- Born: May 19, 1828 Essex County, Virginia, US
- Died: July 17, 1920 (aged 92) Galveston, Texas, US
- Resting place: Chesterfield County, Virginia
- Education: University of Virginia
- Occupations: Lawyer and financier
- Title: Colonel
- Successor: William Lewis Moody Jr.
- Political party: Democratic
- Spouse: Pherabe Elizabeth (Lizzie) Bradley
- Children: 3, including William Lewis Moody Jr.
- Relatives: Mary Moody Northen (granddaughter) Shearn Moody Jr. (great-grandson)

= William Lewis Moody Sr. =

American entrepreneur

Colonel William Lewis Moody Sr. (May 19, 1828 – July 17, 1920) was an American entrepreneur who founded the Moody dynasty in Galveston, Texas. He participated in the Civil War on the side of the Confederacy. On January 19, 1860, he married Pherabe Elizabeth (Lizzie) Bradley. He is noted for persuading federal and local government to dredge Galveston's harbor, which led to Galveston becoming a prominent shipping port of the 19th century. He was survived by his son, William Lewis Moody Jr.

==Family life and education==
William Lewis Moody was born to Jameson Moody and Mary Susan (Lankford) Moody in Essex County, Virginia. He attended law school at the University of Virginia from 1847 to 1851. After passing the bar exam, he moved to Fairfield, Texas, where he practiced law and operated a mercantile trading company.
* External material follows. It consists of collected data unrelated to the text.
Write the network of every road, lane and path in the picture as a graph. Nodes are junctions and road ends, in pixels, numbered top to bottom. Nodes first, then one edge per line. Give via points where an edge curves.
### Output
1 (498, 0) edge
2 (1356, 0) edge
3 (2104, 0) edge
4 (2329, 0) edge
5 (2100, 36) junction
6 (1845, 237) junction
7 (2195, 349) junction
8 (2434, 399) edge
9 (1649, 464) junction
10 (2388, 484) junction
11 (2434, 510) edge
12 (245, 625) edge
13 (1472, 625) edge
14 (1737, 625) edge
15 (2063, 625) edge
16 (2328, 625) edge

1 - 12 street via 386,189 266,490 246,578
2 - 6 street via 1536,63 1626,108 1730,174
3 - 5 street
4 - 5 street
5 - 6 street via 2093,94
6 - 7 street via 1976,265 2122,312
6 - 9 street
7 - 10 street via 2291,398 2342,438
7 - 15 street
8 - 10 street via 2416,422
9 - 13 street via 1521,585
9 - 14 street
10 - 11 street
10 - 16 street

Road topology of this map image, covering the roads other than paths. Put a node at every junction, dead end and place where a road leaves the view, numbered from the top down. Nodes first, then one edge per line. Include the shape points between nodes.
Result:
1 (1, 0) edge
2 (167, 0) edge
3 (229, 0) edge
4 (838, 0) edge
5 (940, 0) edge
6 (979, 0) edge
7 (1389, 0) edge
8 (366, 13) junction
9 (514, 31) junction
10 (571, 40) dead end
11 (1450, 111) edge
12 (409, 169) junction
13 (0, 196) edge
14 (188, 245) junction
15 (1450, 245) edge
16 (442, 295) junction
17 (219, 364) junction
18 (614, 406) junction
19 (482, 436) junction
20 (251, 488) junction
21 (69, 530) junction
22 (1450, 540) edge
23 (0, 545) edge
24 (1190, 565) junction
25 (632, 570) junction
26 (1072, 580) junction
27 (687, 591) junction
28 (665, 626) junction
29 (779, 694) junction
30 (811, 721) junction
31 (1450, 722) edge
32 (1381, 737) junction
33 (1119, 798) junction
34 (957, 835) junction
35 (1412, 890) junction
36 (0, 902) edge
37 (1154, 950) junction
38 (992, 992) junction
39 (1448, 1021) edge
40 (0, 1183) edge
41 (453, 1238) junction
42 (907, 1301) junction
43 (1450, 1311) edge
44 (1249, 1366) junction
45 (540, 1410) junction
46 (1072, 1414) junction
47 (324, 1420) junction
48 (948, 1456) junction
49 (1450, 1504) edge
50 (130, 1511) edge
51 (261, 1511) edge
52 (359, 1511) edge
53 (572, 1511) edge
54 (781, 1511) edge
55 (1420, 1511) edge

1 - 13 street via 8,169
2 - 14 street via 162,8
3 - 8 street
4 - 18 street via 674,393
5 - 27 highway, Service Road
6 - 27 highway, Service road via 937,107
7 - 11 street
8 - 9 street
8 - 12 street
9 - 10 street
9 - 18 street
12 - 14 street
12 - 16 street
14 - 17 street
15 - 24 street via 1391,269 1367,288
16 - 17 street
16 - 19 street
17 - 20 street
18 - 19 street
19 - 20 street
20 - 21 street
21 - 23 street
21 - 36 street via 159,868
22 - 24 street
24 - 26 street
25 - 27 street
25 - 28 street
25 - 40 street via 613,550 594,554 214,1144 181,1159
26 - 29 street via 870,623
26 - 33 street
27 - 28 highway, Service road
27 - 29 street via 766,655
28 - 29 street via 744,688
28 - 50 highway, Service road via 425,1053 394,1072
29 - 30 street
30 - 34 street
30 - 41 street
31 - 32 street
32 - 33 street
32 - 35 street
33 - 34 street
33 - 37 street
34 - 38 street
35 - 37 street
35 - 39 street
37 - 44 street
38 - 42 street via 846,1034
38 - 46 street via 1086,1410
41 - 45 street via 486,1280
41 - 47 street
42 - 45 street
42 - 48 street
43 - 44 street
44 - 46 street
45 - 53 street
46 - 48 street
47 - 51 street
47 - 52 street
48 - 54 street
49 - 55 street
Eventually he started W.L. Moody & Co. with his two brothers, David Jameson Moody and Leroy F. Moody.

William and Lizzie had six children. One was still born and two daughters died in infancy. His two sons were William Lewis Moody Jr. and Frank Bradley Moody. His only daughter, Mary Emily Moody, married Sealy Hutchings of Galveston.

==Adult life==
In the summer of 1861, Moody organized Company G of the Seventh Texas Infantry, and he served as captain of the company. The unit, under the command of Moody's friend John Gregg, was captured at the Battle of Fort Donelson. Moody spent six months in the federal prison camps of Camp Douglas, Camp Chase, and Johnson's Island before he was released in a prisoner exchange in September 1862. He fought in the spring 1863 campaigns in Mississippi and was commended for his bravery at the Battle of Raymond on May 12. On July 10, he was wounded while fighting near Jackson, Mississippi, and was sent back to Texas to recover. He was elevated to the rank of colonel and remained in Austin for the rest of the war.

In 1866, Moody moved his family to Galveston, and he began working in the cotton industry. In the 1870s and 1880s, Moody worked with other businessmen to develop railroad lines from the island to the mainland and to dredge Galveston's harbor. In 1872 he participated in the founding of the Galveston Cotton Exchange and served as the president from 1877 to 1882, 1884 to 1888, and 1898 to 1900. In 1894 W.L. Moody and Company built the first dockside cotton compress in Texas. With his son, William Lewis Moody Jr., he opened a bank. Moody Bank soon merged with the National Bank of Texas.

He was elected to the Texas legislature in 1873, but was quickly promoted to the position of Texas financial agent at the behest of the then Governor, Richard Coke.